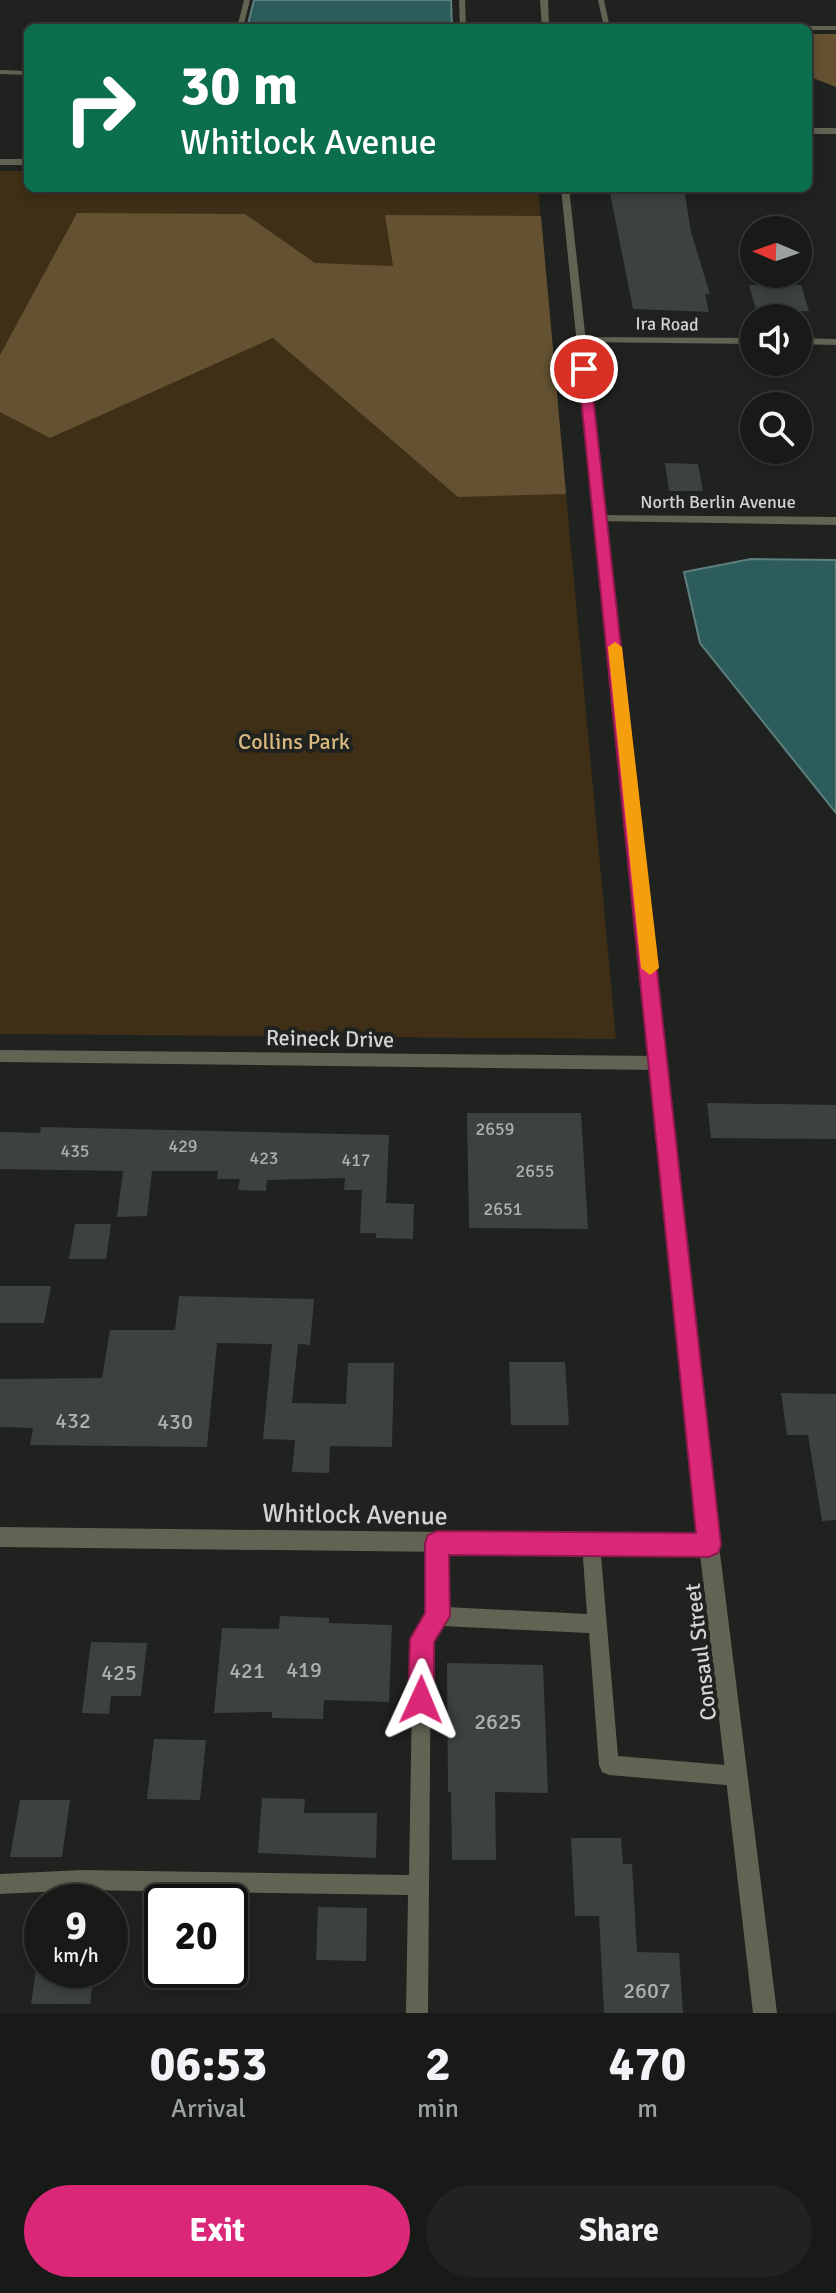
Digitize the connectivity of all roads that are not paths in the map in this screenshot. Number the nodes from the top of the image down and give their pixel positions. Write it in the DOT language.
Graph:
graph roads {
  1 [pos="247,0"];
  2 [pos="462,0"];
  3 [pos="544,0"];
  4 [pos="601,0"];
  5 [pos="241,24"];
  6 [pos="463,24"];
  7 [pos="546,24"];
  8 [pos="606,24"];
  9 [pos="812,28"];
  10 [pos="836,28"];
  11 [pos="0,72"];
  12 [pos="24,73"];
  13 [pos="812,131"];
  14 [pos="836,131"];
  15 [pos="0,162"];
  16 [pos="24,162"];
  17 [pos="565,192"];
  18 [pos="580,339"];
  19 [pos="740,341"];
  20 [pos="812,341"];
  21 [pos="836,342"];
  22 [pos="600,519"];
  23 [pos="836,521"];
  24 [pos="0,1056"];
  25 [pos="660,1063"];
  26 [pos="0,1537"];
  27 [pos="437,1543"];
  28 [pos="591,1544"];
  29 [pos="709,1545"];
  30 [pos="437,1616"];
  31 [pos="597,1624"];
  32 [pos="737,1776"];
  33 [pos="0,1884"];
  34 [pos="417,1885"];
  35 [pos="417,2013"];
  36 [pos="765,2013"];
  1 -- 5 [label="lane"];
  2 -- 6 [label="lane"];
  3 -- 7 [label="street"];
  4 -- 8 [label="lane"];
  9 -- 10 [label="street"];
  11 -- 12 [label="lane"];
  13 -- 14 [label="street"];
  15 -- 16 [label="street"];
  17 -- 18 [label="street, Consaul Street"];
  18 -- 19 [label="street, Ira Road"];
  18 -- 22 [label="street, Consaul Street"];
  20 -- 21 [label="street"];
  22 -- 23 [label="street, North Berlin Avenue"];
  22 -- 25 [label="street, Consaul Street"];
  24 -- 25 [label="street, Reineck Drive"];
  25 -- 29 [label="street, Consaul Street"];
  26 -- 27 [label="street, Whitlock Avenue"];
  27 -- 28 [label="street, Whitlock Avenue"];
  27 -- 30 [label="lane"];
  28 -- 29 [label="street, Whitlock Avenue"];
  28 -- 31 [label="lane"];
  29 -- 32 [label="street, Consaul Street"];
  30 -- 31 [label="lane"];
  30 -- 34 [label="lane"];
  31 -- 32 [label="lane"];
  32 -- 36 [label="street, Consaul Street"];
  33 -- 34 [label="lane"];
  34 -- 35 [label="lane"];
}
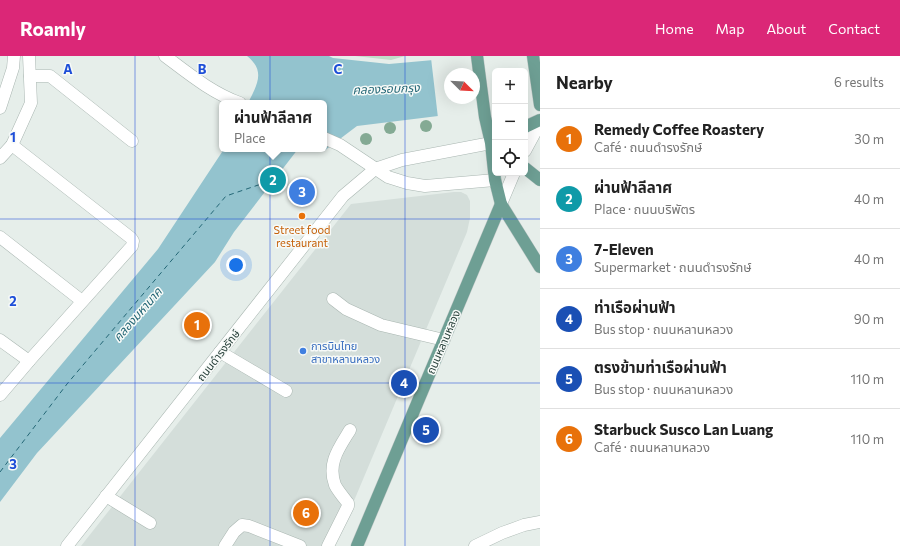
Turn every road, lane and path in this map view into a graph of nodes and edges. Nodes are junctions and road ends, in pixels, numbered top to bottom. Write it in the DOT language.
graph roads {
  1 [pos="14,56"];
  2 [pos="29,56"];
  3 [pos="165,56"];
  4 [pos="477,56"];
  5 [pos="533,56"];
  6 [pos="30,76"];
  7 [pos="232,100"];
  8 [pos="540,105"];
  9 [pos="0,108"];
  10 [pos="540,121"];
  11 [pos="528,126"];
  12 [pos="327,139"];
  13 [pos="493,140"];
  14 [pos="132,142"];
  15 [pos="492,144"];
  16 [pos="12,145"];
  17 [pos="528,145"];
  18 [pos="0,158"];
  19 [pos="375,169"];
  20 [pos="528,170"];
  21 [pos="495,176"];
  22 [pos="513,176"];
  23 [pos="495,180"];
  24 [pos="540,180"];
  25 [pos="501,204"];
  26 [pos="0,237"];
  27 [pos="540,266"];
  28 [pos="333,299"];
  29 [pos="82,301"];
  30 [pos="0,340"];
  31 [pos="444,340"];
  32 [pos="220,352"];
  33 [pos="29,361"];
  34 [pos="286,391"];
  35 [pos="0,395"];
  36 [pos="350,430"];
  37 [pos="106,496"];
  38 [pos="540,522"];
  39 [pos="150,523"];
  40 [pos="67,546"];
  41 [pos="225,546"];
  42 [pos="300,546"];
  43 [pos="328,546"];
  44 [pos="358,546"];
  45 [pos="475,546"];
  1 -- 9 [label="street"];
  2 -- 6 [label="street"];
  3 -- 7 [label="street"];
  4 -- 13 [label="main road"];
  5 -- 8 [label="main road"];
  6 -- 14 [label="street"];
  6 -- 16 [label="street"];
  10 -- 11 [label="main road"];
  10 -- 17 [label="street"];
  12 -- 19 [label="street"];
  15 -- 19 [label="street, ถนนดำรงรักษ์"];
  16 -- 18 [label="street"];
  16 -- 29 [label="street"];
  19 -- 23 [label="street"];
  19 -- 32 [label="street, ถนนดำรงรักษ์"];
  20 -- 24 [label="main road"];
  21 -- 23 [label="main road"];
  22 -- 25 [label="street, ถนนหลานหลวง"];
  23 -- 25 [label="main road"];
  25 -- 27 [label="main road"];
  25 -- 31 [label="main road, ถนนหลานหลวง"];
  26 -- 29 [label="street"];
  28 -- 31 [label="street"];
  29 -- 33 [label="street"];
  30 -- 33 [label="street"];
  31 -- 44 [label="main road, ถนนหลานหลวง"];
  32 -- 34 [label="street"];
  32 -- 37 [label="street, ถนนดำรงรักษ์"];
  33 -- 35 [label="street"];
  36 -- 43 [label="street"];
  37 -- 39 [label="street"];
  37 -- 40 [label="street, ถนนดำรงรักษ์"];
  38 -- 45 [label="street"];
  41 -- 42 [label="street"];
}
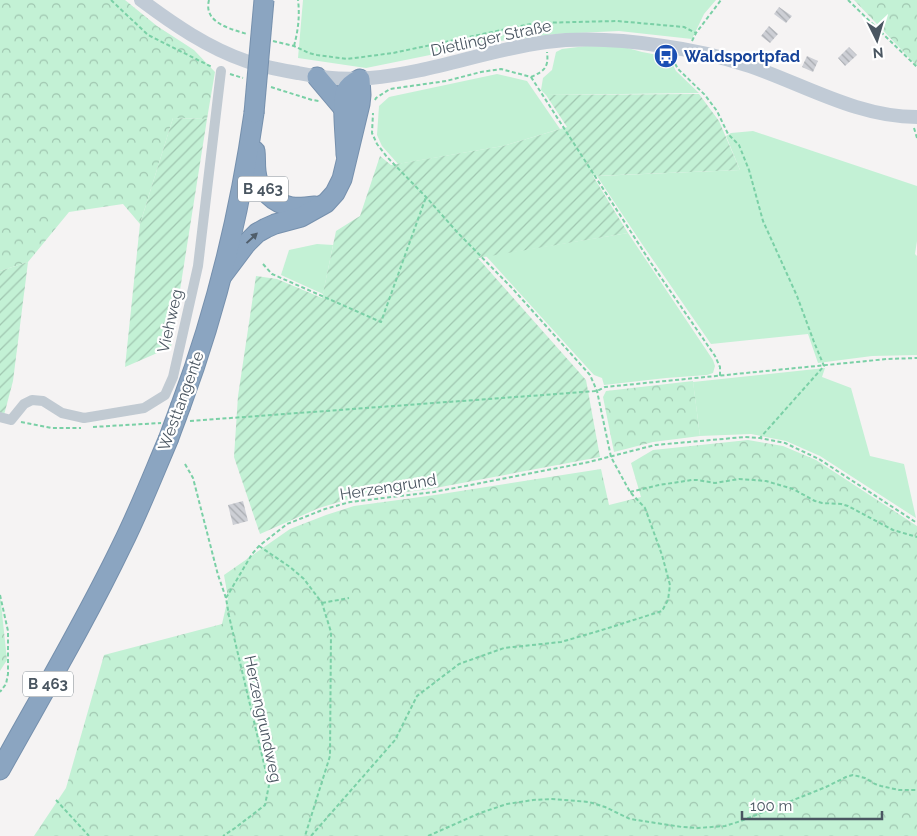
==============================
Work instructions >> Please write out all the data again word for word, but not the pictures.

Solution to the exercise >>
Digitize the connectivity of all roads that are not paths in the map in this screenshot. Number the nodes from the top of the image down and give their pixel positions. Write it in the DOT language.
Graph:
graph roads {
  1 [pos="247,0"];
  2 [pos="462,0"];
  3 [pos="544,0"];
  4 [pos="601,0"];
  5 [pos="241,24"];
  6 [pos="463,24"];
  7 [pos="546,24"];
  8 [pos="606,24"];
  9 [pos="812,28"];
  10 [pos="836,28"];
  11 [pos="0,72"];
  12 [pos="24,73"];
  13 [pos="812,131"];
  14 [pos="836,131"];
  15 [pos="0,162"];
  16 [pos="24,162"];
  17 [pos="565,192"];
  18 [pos="580,339"];
  19 [pos="740,341"];
  20 [pos="812,341"];
  21 [pos="836,342"];
  22 [pos="600,519"];
  23 [pos="836,521"];
  24 [pos="0,1056"];
  25 [pos="660,1063"];
  26 [pos="0,1537"];
  27 [pos="437,1543"];
  28 [pos="591,1544"];
  29 [pos="709,1545"];
  30 [pos="437,1616"];
  31 [pos="597,1624"];
  32 [pos="737,1776"];
  33 [pos="0,1884"];
  34 [pos="417,1885"];
  35 [pos="417,2013"];
  36 [pos="765,2013"];
  1 -- 5 [label="lane"];
  2 -- 6 [label="lane"];
  3 -- 7 [label="street"];
  4 -- 8 [label="lane"];
  9 -- 10 [label="street"];
  11 -- 12 [label="lane"];
  13 -- 14 [label="street"];
  15 -- 16 [label="street"];
  17 -- 18 [label="street, Consaul Street"];
  18 -- 19 [label="street, Ira Road"];
  18 -- 22 [label="street, Consaul Street"];
  20 -- 21 [label="street"];
  22 -- 23 [label="street, North Berlin Avenue"];
  22 -- 25 [label="street, Consaul Street"];
  24 -- 25 [label="street, Reineck Drive"];
  25 -- 29 [label="street, Consaul Street"];
  26 -- 27 [label="street, Whitlock Avenue"];
  27 -- 28 [label="street, Whitlock Avenue"];
  27 -- 30 [label="lane"];
  28 -- 29 [label="street, Whitlock Avenue"];
  28 -- 31 [label="lane"];
  29 -- 32 [label="street, Consaul Street"];
  30 -- 31 [label="lane"];
  30 -- 34 [label="lane"];
  31 -- 32 [label="lane"];
  32 -- 36 [label="street, Consaul Street"];
  33 -- 34 [label="lane"];
  34 -- 35 [label="lane"];
}
Turn every road, lane and path in this map view into a graph of nodes and edges. Nodes are junctions and road ends, in pixels, numbered top to bottom. Write it in the DOT language.
graph roads {
  1 [pos="14,56"];
  2 [pos="29,56"];
  3 [pos="165,56"];
  4 [pos="477,56"];
  5 [pos="533,56"];
  6 [pos="30,76"];
  7 [pos="232,100"];
  8 [pos="540,105"];
  9 [pos="0,108"];
  10 [pos="540,121"];
  11 [pos="528,126"];
  12 [pos="327,139"];
  13 [pos="493,140"];
  14 [pos="132,142"];
  15 [pos="492,144"];
  16 [pos="12,145"];
  17 [pos="528,145"];
  18 [pos="0,158"];
  19 [pos="375,169"];
  20 [pos="528,170"];
  21 [pos="495,176"];
  22 [pos="513,176"];
  23 [pos="495,180"];
  24 [pos="540,180"];
  25 [pos="501,204"];
  26 [pos="0,237"];
  27 [pos="540,266"];
  28 [pos="333,299"];
  29 [pos="82,301"];
  30 [pos="0,340"];
  31 [pos="444,340"];
  32 [pos="220,352"];
  33 [pos="29,361"];
  34 [pos="286,391"];
  35 [pos="0,395"];
  36 [pos="350,430"];
  37 [pos="106,496"];
  38 [pos="540,522"];
  39 [pos="150,523"];
  40 [pos="67,546"];
  41 [pos="225,546"];
  42 [pos="300,546"];
  43 [pos="328,546"];
  44 [pos="358,546"];
  45 [pos="475,546"];
  1 -- 9 [label="street"];
  2 -- 6 [label="street"];
  3 -- 7 [label="street"];
  4 -- 13 [label="main road"];
  5 -- 8 [label="main road"];
  6 -- 14 [label="street"];
  6 -- 16 [label="street"];
  10 -- 11 [label="main road"];
  10 -- 17 [label="street"];
  12 -- 19 [label="street"];
  15 -- 19 [label="street, ถนนดำรงรักษ์"];
  16 -- 18 [label="street"];
  16 -- 29 [label="street"];
  19 -- 23 [label="street"];
  19 -- 32 [label="street, ถนนดำรงรักษ์"];
  20 -- 24 [label="main road"];
  21 -- 23 [label="main road"];
  22 -- 25 [label="street, ถนนหลานหลวง"];
  23 -- 25 [label="main road"];
  25 -- 27 [label="main road"];
  25 -- 31 [label="main road, ถนนหลานหลวง"];
  26 -- 29 [label="street"];
  28 -- 31 [label="street"];
  29 -- 33 [label="street"];
  30 -- 33 [label="street"];
  31 -- 44 [label="main road, ถนนหลานหลวง"];
  32 -- 34 [label="street"];
  32 -- 37 [label="street, ถนนดำรงรักษ์"];
  33 -- 35 [label="street"];
  36 -- 43 [label="street"];
  37 -- 39 [label="street"];
  37 -- 40 [label="street, ถนนดำรงรักษ์"];
  38 -- 45 [label="street"];
  41 -- 42 [label="street"];
}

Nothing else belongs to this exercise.